Sebelumnya pada tahun 1998, Alang-alang hanyalah sekolah malam di pinggiran terminal joyoboyo. Setiap malam, Pak Didit menyempatkan waktu untuk mengajar anak- anak tersebut pada sekolahnya yang diberi nama SMP (Sekolah Malam Pengamen). Semakin bertambah hari, sekolah seadanya ini semakin banyak diikuti anak-anak sekitar. Sehingga dibentuklah lagi sekolah dengan nama dan SMA (Sekolah Malam Asongan).
Hasil bimbingan selama kurang lebih satu tahun mengantarkan anak-anak binaan Pak Didit menghadiri undangan pentas dari salah satu sekolah internasional di Surabaya, anak-anak jalanan tersebut menampilkan kesenian musik dan nyanyian internasional yang berhasil memikat perhatian siswa dan para undangan pada acara tersebut.
Dari sinilah uang pertama yang dipakai Pak Didit untuk mendirikan sanggar di wilayah Gunungsari pada tahun 1999 agar anak-anak jalanan bisa lebih terdidik. Pada tanggal 28 Maret 2001, Sanggar Alang-alang secara resmi terdaftar sebagai Yayasan Pendidikan Peduli Anak Negeri.
Asal Musal Nama Sanggar Alang-Alang
Nama Alang-alang memiliki arti tersendiri bagi Pak Didit, bahwa layaknya sebuah tanaman. Alang-alang adalah rumput liar yang suka mengganggu keberadaan tanaman lain, juga merupakan tanaman yang terabaikan dan tidak terawat.
Namun suatu hari ketika Pak Didit sedang berada di Bali, dia melihat banyak sekali tanaman hias yang sangat indah dan menarik. Setelah didekati ternyata tanaman hias itu adalah tanaman alang-alang. Akhirnya Pak Didit berfikir bahwa seliar-liarnya rumput alang-alang, itu adalah ciptaan Tuhan yang pasti memiliki manfaat, tergantung seperti apa orang memandang, merawat dan memanfaatkannya.
Begitupun dengan anak-anak jalanan yang dipandang rendah dan tak berguna oleh banyak orang.

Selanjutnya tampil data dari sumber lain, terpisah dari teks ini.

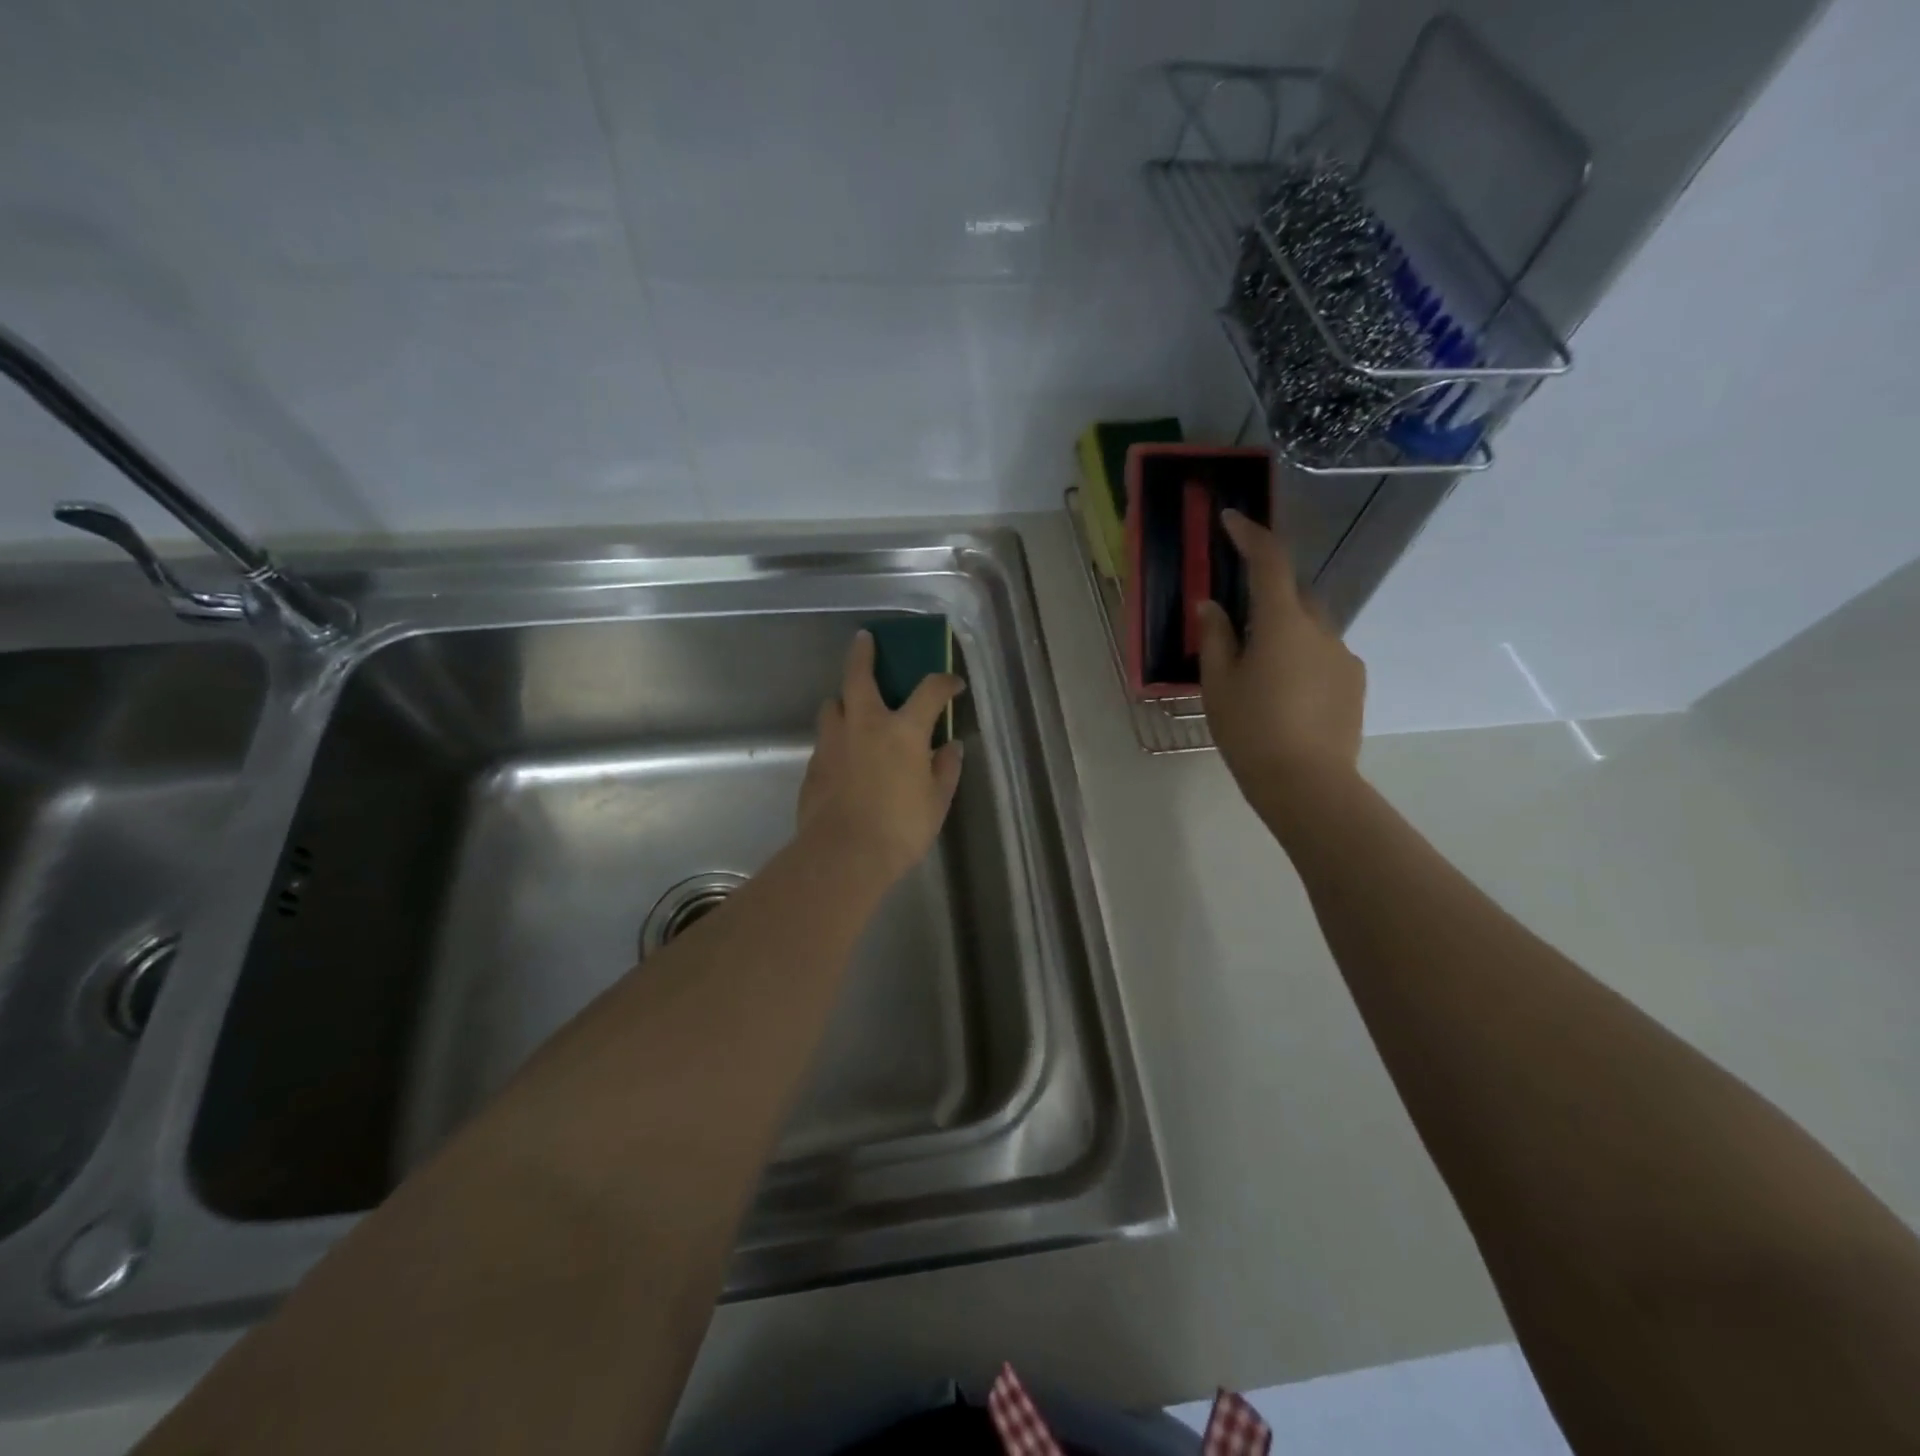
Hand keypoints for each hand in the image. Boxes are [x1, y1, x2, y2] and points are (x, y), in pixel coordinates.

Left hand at [797, 630, 965, 886]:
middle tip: (864, 639)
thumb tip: (950, 746)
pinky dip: (837, 737)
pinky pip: (825, 739)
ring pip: (833, 705)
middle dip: (863, 653)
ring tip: (853, 709)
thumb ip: (945, 769)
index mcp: (902, 731)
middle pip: (859, 676)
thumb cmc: (900, 829)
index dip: (944, 682)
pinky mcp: (813, 765)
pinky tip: (844, 755)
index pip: (929, 691)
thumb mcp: (936, 802)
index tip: (953, 684)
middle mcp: (864, 725)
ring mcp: (833, 743)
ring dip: (845, 700)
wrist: (843, 856)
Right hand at [1198, 510, 1365, 811]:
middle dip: (1268, 596)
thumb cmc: (1251, 731)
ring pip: (1310, 628)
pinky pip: (1324, 655)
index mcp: (1282, 623)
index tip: (1231, 519)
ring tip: (1260, 676)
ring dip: (1285, 634)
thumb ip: (1216, 638)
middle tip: (1238, 627)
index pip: (1269, 562)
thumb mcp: (1218, 685)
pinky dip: (1302, 660)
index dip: (1250, 534)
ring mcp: (1343, 656)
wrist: (1307, 784)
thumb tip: (1213, 607)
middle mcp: (1321, 629)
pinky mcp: (1354, 683)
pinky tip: (1285, 697)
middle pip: (1294, 594)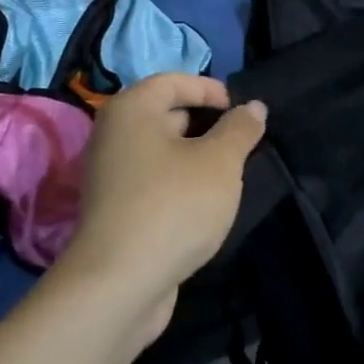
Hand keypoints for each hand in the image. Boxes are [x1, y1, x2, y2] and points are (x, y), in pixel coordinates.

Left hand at [54, 73, 266, 346]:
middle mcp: (113, 135)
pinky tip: (205, 205)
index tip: (243, 111)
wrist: (120, 282)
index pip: (174, 81)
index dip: (211, 90)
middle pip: (166, 115)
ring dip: (196, 158)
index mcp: (132, 109)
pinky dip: (180, 184)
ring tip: (231, 175)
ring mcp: (110, 175)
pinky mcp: (115, 210)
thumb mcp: (219, 162)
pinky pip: (154, 182)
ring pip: (162, 152)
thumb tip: (253, 107)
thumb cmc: (174, 205)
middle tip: (243, 145)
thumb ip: (239, 129)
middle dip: (207, 125)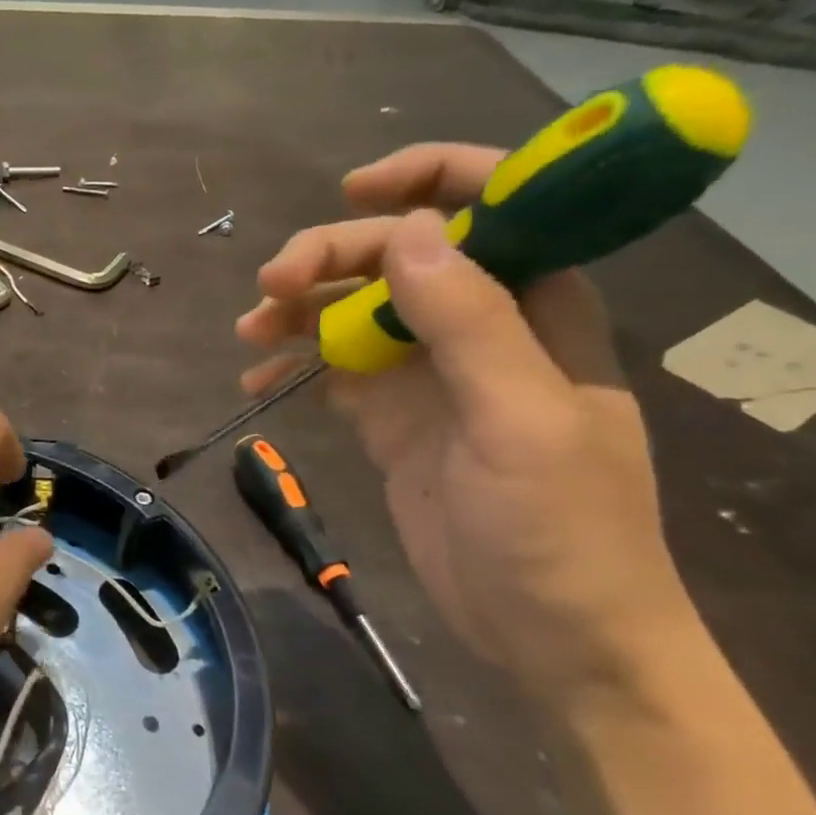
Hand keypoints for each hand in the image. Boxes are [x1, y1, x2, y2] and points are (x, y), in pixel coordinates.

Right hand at [237, 145, 698, 713]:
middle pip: (398, 255)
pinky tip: (259, 381)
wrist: (555, 636)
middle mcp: (482, 323)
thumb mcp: (521, 421)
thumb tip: (405, 230)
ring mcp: (432, 372)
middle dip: (332, 257)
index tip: (352, 192)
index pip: (492, 202)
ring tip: (251, 333)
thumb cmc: (563, 529)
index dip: (425, 178)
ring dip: (301, 310)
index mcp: (538, 304)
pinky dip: (295, 367)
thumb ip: (469, 321)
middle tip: (271, 288)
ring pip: (356, 308)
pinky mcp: (394, 416)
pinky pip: (336, 369)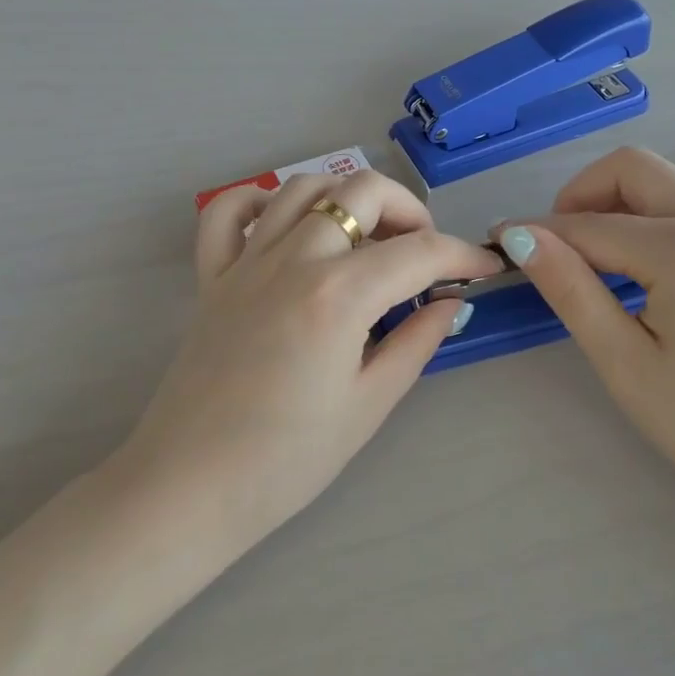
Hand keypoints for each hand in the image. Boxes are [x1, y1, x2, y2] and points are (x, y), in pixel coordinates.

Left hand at [123, 170, 498, 547]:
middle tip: (424, 256)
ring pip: (304, 187)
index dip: (461, 255)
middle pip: (363, 191)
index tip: (484, 269)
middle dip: (410, 211)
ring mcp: (246, 262)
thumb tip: (450, 304)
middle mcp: (293, 260)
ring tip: (369, 240)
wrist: (190, 487)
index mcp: (337, 296)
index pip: (417, 252)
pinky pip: (230, 212)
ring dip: (349, 198)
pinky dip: (264, 201)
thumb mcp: (369, 405)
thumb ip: (416, 343)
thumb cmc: (287, 460)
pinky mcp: (211, 277)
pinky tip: (291, 227)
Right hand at [496, 129, 674, 513]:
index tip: (500, 243)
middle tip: (555, 246)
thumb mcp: (625, 363)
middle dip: (582, 197)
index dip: (539, 234)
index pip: (589, 226)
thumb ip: (573, 290)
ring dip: (630, 191)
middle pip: (634, 173)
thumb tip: (522, 237)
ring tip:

Sebenarnya mereka adalah anak-anak yang lebih istimewa, tergantung dari bagaimana orang melihat dan membimbing mereka seperti para seniman.
Gambaran Umum Sanggar Alang-Alang
Bapak Didit Hape tidak pernah menyebut anak alang-alang sebagai anak jalanan. Beliau menyebutnya dengan anak negeri. Anak jalanan merupakan anak negeri generasi bangsa yang perlu mendapat perhatian kita semua.
Ini sesuai dengan UUD ’45 pasal 34 ayat 1 yang berbunyi “Fakir, miskin, dan anak terlantar dipelihara oleh negara”. Tetapi dalam penarapan UU tersebut anak jalanan banyak yang masih terlantar dan juga tidak memperoleh atau mendapatkan haknya. Mereka anak jalalanlah berkarya, belajar, harus bekerja demi menopang hidup keluarganya. “Kalau ada pegawai negeri yang disantuni negara, kenapa tidak ada anak-anak negeri yang dibiayai negara?” ujar Didit Hape.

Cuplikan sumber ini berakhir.